Re: [fast5] OT A New Problem?

 

Since its OT I’ll try to make this my last post, but to me it is what you are representing and your heart while you are doing it.

So, for me, I could definitely use mangos.(although that might distract me a bit)

When in college we used koolaid and crackers. I was concentrating on what it was about so I honestly don’t even remember it being koolaid or noticing that it was koolaid.....(versus real grape juice)

I’ve taken communion lots of different ways and in lots of different settings but the point was what the elements represented, not as to what the elements actually consisted of.....

I do know the catholics believe differently about this though as in they believe it becomes the actual blood and body of Christ, not just representing it....

For me, when I read about it(in the Bible) for me, I understand that we want to remember what Christ did and that’s what taking communion does for me. I can’t forget and sometimes its very emotional to think about even.......that that was done for me. So that is what communion is all about to me so I could really do it with whatever was available, as long as I am able to make that represent that for me.....
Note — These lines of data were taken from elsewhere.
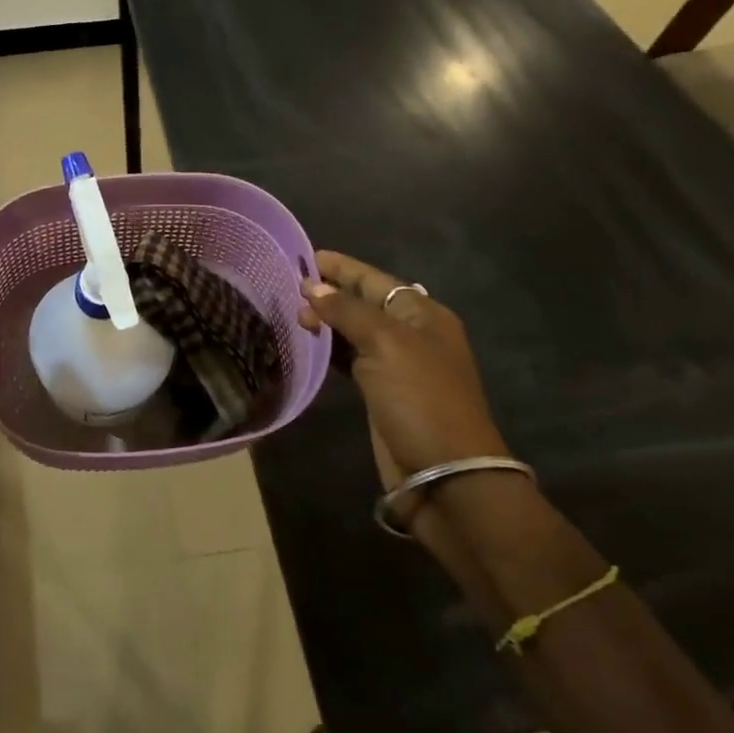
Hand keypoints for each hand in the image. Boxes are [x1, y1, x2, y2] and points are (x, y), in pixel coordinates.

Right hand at [299, 250, 507, 489]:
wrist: (444, 475)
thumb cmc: (420, 398)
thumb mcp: (386, 344)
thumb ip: (347, 311)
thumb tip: (313, 287)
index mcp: (421, 315)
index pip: (375, 280)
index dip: (342, 267)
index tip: (306, 257)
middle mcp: (410, 334)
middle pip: (363, 302)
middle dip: (329, 293)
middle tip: (289, 290)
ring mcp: (395, 365)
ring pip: (353, 330)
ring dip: (325, 320)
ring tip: (292, 314)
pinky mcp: (380, 392)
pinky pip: (349, 358)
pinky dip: (328, 348)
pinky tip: (306, 344)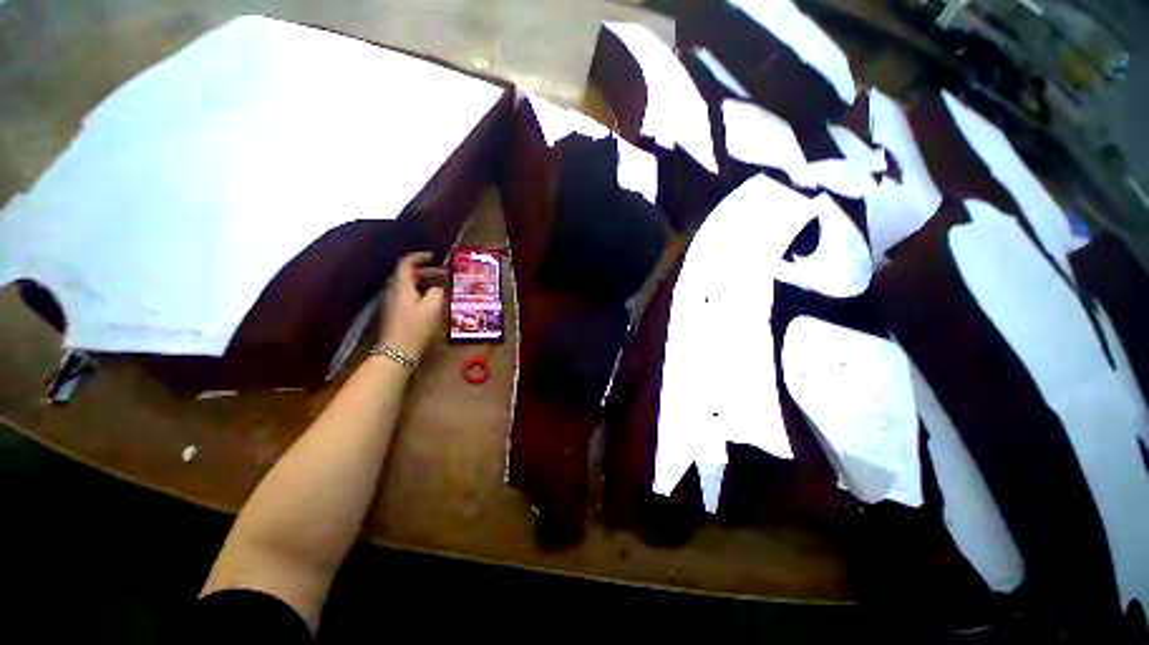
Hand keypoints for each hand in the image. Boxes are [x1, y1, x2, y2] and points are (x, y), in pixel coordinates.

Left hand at [379, 252, 444, 359]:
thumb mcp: (433, 307)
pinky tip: (433, 300)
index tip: (434, 257)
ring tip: (441, 286)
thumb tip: (438, 287)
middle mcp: (394, 291)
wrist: (397, 351)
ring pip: (409, 285)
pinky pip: (408, 295)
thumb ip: (437, 292)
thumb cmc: (416, 326)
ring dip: (425, 282)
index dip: (419, 257)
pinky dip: (421, 292)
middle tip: (444, 274)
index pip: (406, 263)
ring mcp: (393, 302)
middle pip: (408, 274)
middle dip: (427, 271)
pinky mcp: (396, 313)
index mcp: (402, 286)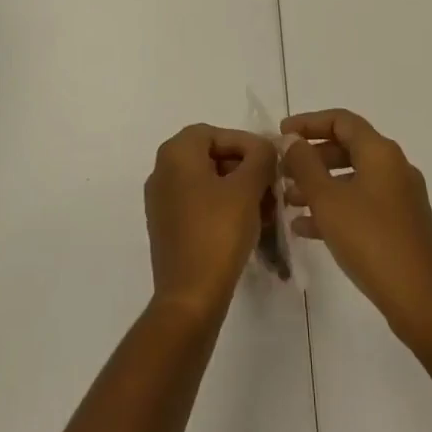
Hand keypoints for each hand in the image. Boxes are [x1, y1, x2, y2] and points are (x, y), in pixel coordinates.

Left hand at [143, 125, 277, 322]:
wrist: (190, 298)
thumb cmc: (218, 233)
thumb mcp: (247, 188)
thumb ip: (260, 157)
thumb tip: (264, 148)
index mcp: (176, 153)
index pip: (216, 133)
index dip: (247, 144)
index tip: (270, 163)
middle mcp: (162, 170)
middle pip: (211, 156)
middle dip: (244, 168)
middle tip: (270, 186)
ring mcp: (161, 201)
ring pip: (207, 182)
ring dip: (237, 190)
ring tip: (265, 209)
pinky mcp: (167, 228)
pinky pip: (199, 205)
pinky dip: (223, 208)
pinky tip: (248, 226)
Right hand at [280, 109, 431, 344]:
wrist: (422, 302)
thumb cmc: (371, 241)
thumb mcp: (328, 201)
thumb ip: (305, 165)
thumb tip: (292, 140)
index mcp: (381, 152)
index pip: (341, 120)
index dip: (309, 123)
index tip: (281, 133)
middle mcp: (394, 166)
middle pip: (347, 147)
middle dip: (312, 157)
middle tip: (282, 170)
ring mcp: (400, 197)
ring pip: (352, 178)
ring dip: (319, 185)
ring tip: (288, 201)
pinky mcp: (401, 225)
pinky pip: (362, 203)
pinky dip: (335, 208)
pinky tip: (306, 228)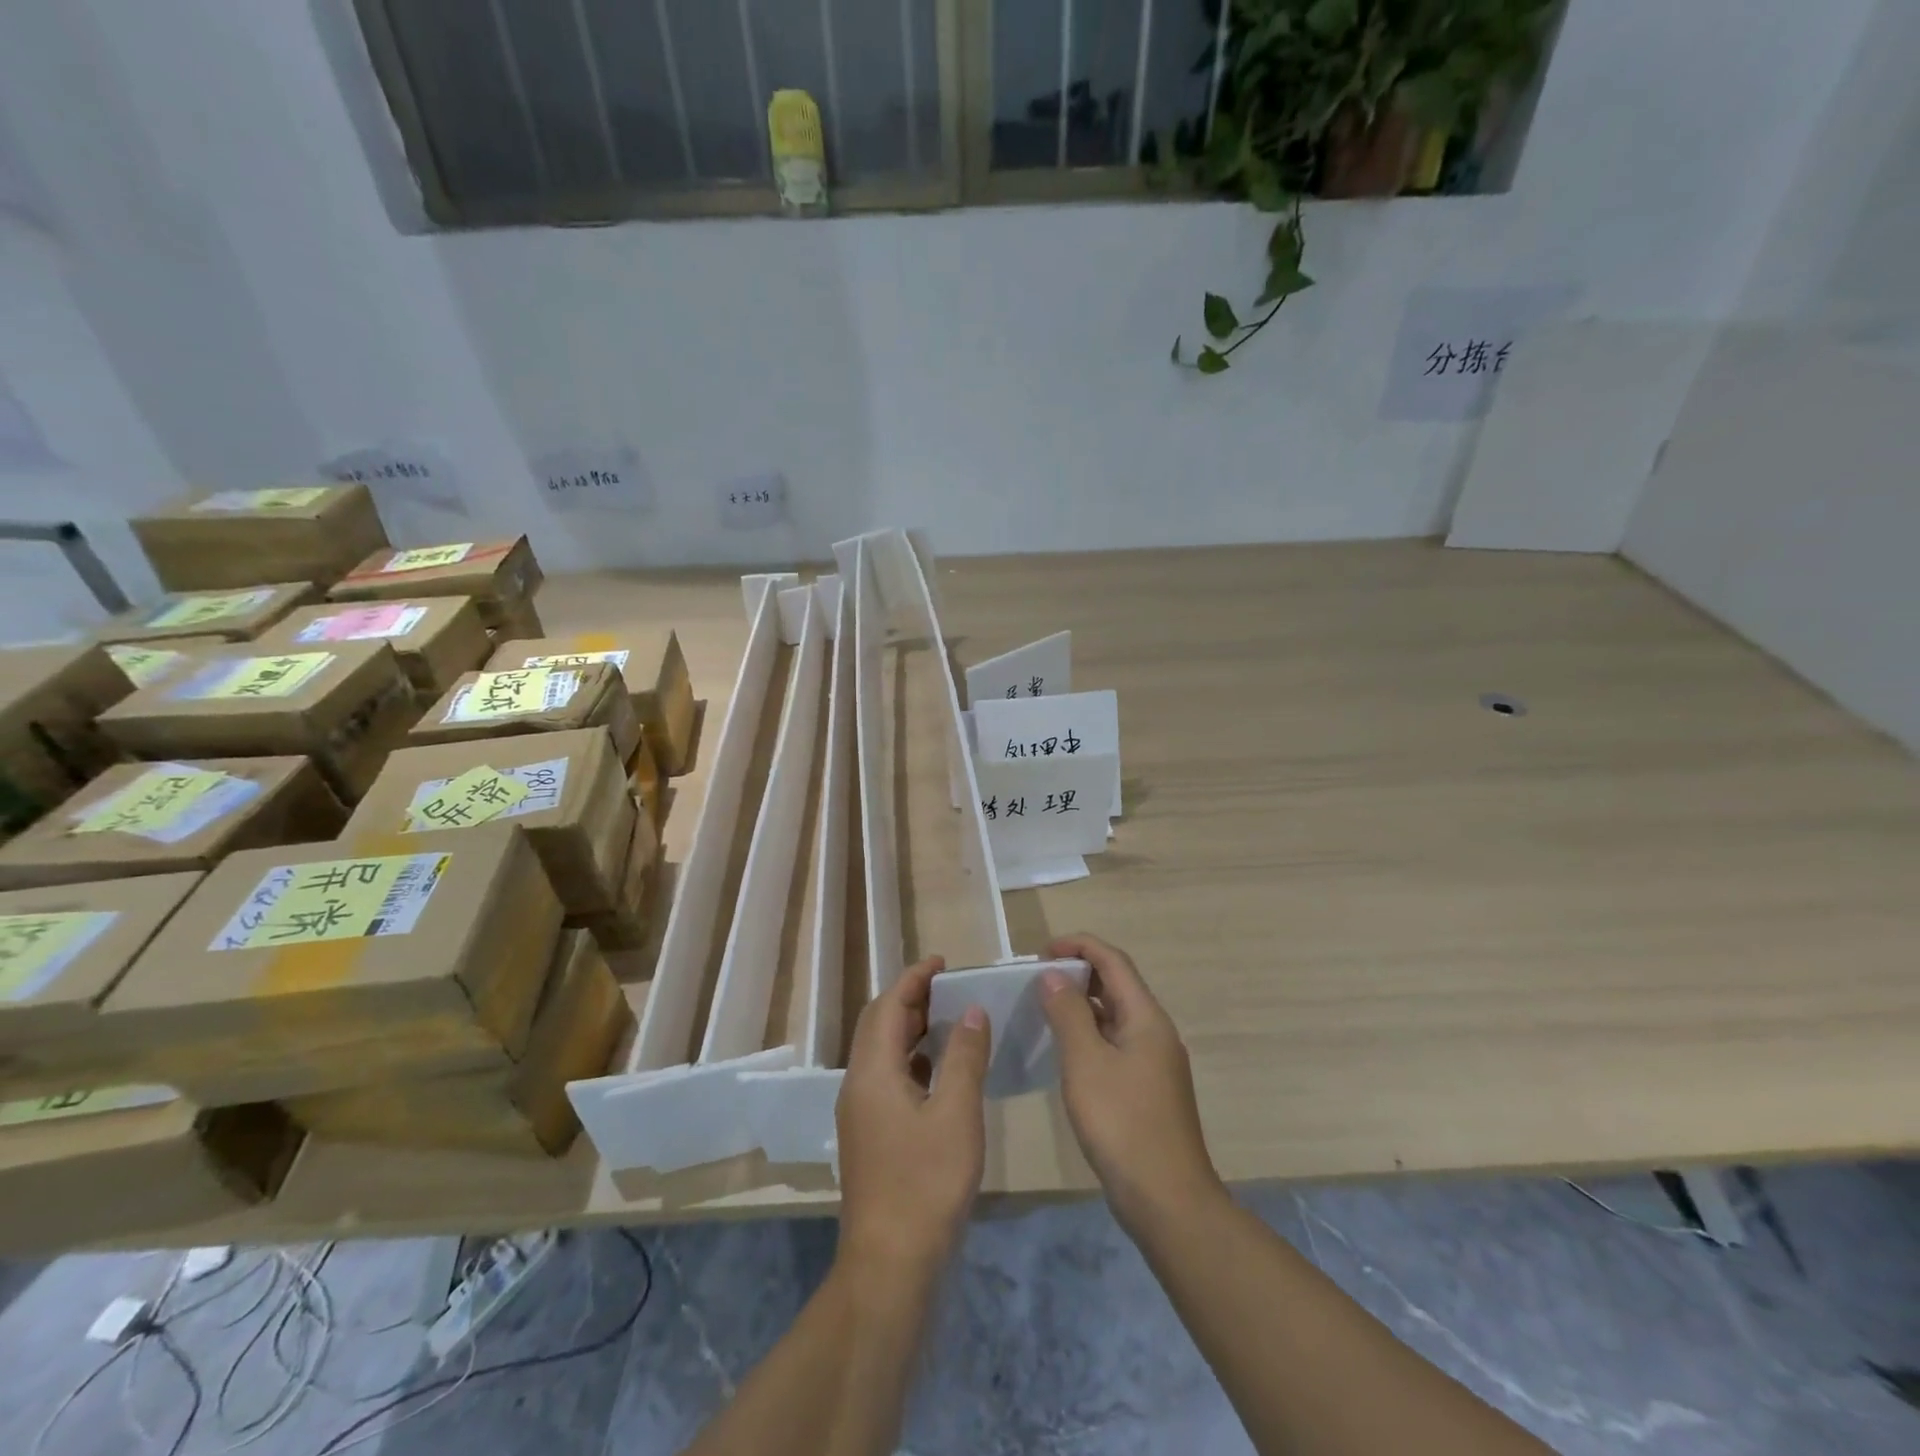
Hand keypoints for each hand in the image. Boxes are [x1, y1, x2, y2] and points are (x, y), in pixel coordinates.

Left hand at [836, 956, 991, 1278]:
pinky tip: (940, 1072)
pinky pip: (888, 1079)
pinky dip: (912, 1061)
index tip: (942, 962)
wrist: (891, 1264)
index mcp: (872, 1072)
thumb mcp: (956, 1114)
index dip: (913, 978)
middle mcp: (858, 1085)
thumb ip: (964, 1057)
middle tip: (949, 988)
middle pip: (879, 1025)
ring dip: (911, 1030)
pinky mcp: (870, 1136)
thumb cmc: (926, 1183)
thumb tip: (971, 1010)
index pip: (887, 1006)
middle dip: (911, 1000)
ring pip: (882, 1054)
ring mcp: (860, 1113)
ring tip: (950, 1021)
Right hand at [1042, 933, 1221, 1233]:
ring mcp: (1154, 1062)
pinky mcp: (1147, 1088)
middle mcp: (1155, 1032)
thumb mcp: (1086, 1063)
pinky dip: (1089, 1034)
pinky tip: (1065, 1051)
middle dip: (1078, 972)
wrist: (1167, 1200)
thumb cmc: (1123, 1123)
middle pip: (1117, 984)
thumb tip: (1053, 975)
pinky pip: (1115, 1043)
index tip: (1041, 952)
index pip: (1113, 961)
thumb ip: (1068, 1013)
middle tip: (1037, 979)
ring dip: (1082, 1004)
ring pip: (1115, 1016)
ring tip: (1044, 1008)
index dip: (1079, 946)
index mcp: (1146, 1017)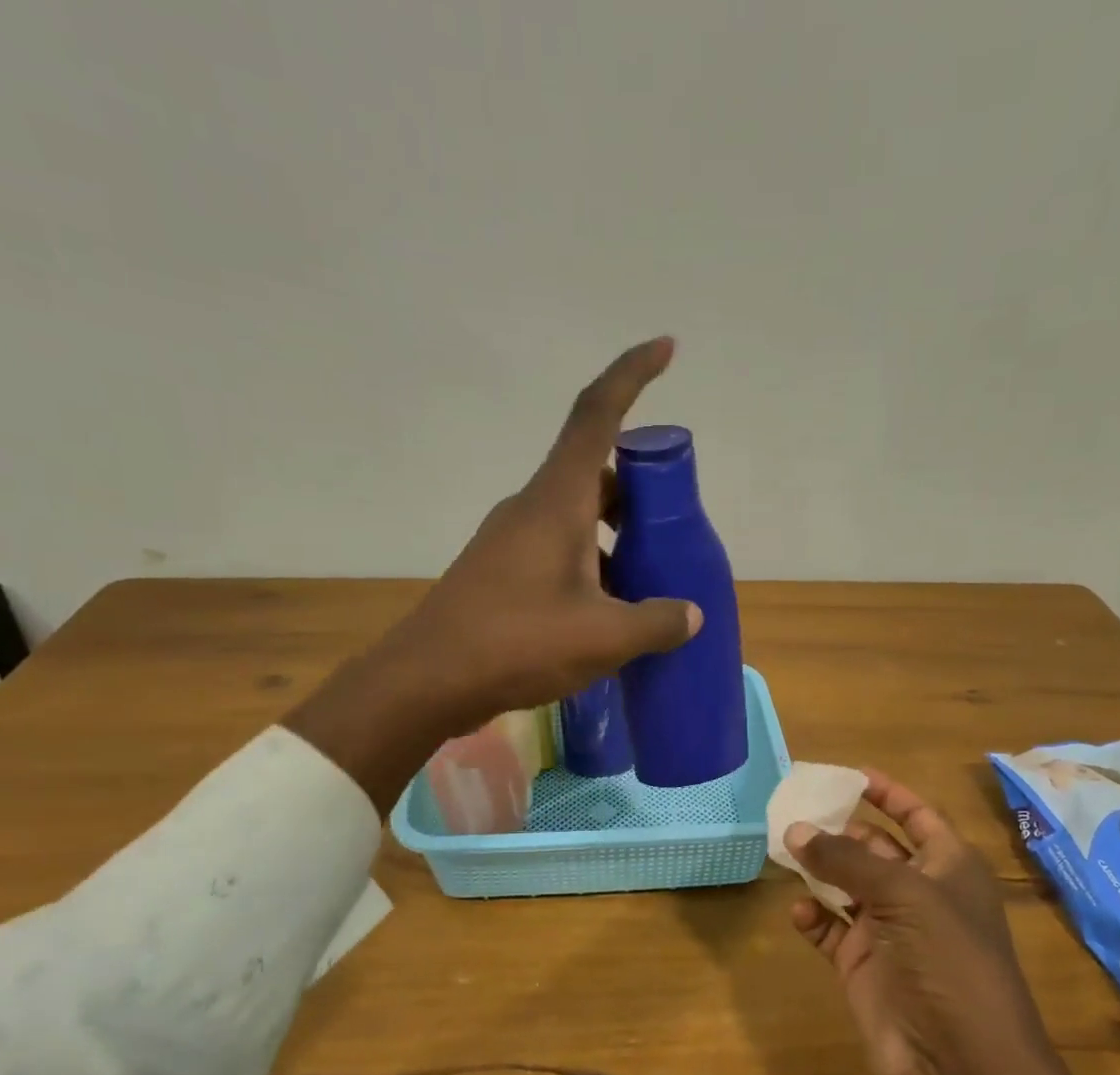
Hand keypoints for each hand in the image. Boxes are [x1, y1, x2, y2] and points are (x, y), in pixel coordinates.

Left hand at [286, 339, 700, 807]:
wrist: (428, 680)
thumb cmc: (517, 644)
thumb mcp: (603, 637)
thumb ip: (656, 621)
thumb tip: (690, 615)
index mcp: (556, 501)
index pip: (596, 414)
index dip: (633, 374)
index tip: (666, 349)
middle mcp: (531, 508)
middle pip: (592, 473)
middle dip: (637, 487)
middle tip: (672, 524)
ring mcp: (511, 541)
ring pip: (576, 517)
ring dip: (614, 535)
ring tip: (649, 579)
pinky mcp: (501, 574)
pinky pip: (558, 551)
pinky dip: (591, 564)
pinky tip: (608, 610)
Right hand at [787, 771, 1105, 1074]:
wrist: (959, 1060)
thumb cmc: (947, 959)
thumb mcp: (903, 895)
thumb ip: (846, 860)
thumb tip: (795, 830)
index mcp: (948, 867)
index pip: (917, 816)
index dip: (888, 793)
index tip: (848, 775)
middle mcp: (918, 893)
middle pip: (874, 848)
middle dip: (839, 830)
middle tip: (794, 812)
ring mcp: (888, 929)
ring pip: (846, 885)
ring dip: (819, 869)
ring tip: (784, 850)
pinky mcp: (861, 963)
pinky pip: (829, 928)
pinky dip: (812, 917)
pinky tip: (796, 911)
So I guess my question for the Catholics would be (and by this I mean my question to the higher ups in the Catholic church deciding these things). If God is able to turn the elements into the actual blood and body of Christ, then wouldn’t God be big enough to turn whatever you had and why would it have to contain wheat?  But on another level I get that it traditionally did contain wheat, so that is probably where that declaration stems from........somehow.......

chantelle


On 10/6/10 1:51 PM, "Heather Twist" <HeatherTwist@gmail.com> wrote:


 
 
   


> Wow......i was surprised I guess about the catholic church deciding/declaring that. 
> That’s crazy to me......
> chantelle



It is surprising. They have come up with a compromise: a special low-gluten host. The compromise is interesting, because they go to such lengths to keep the wheat in it:

http://rye.patch.com/articles/church-ensures-parishioners-receive-a-holy-and-gluten-free-communion

There is some controversy as to whether the amount allowed is actually "low enough".

I expect the same kind of issue exists for wine: the Baptists and some other congregations use grape juice, because they are against alcohol (or have been traditionally). But I guess it wouldn't be right to use, say, mangoes, if that is what grows where you are.

It's interesting how important food is to religions in general. "Fasting" in general is very important too, and Ramadan provides an interesting window into what happens when people follow a lifestyle very similar to Fast-5 on a large-scale basis (although during Ramadan I hear there is way more feasting and socializing!).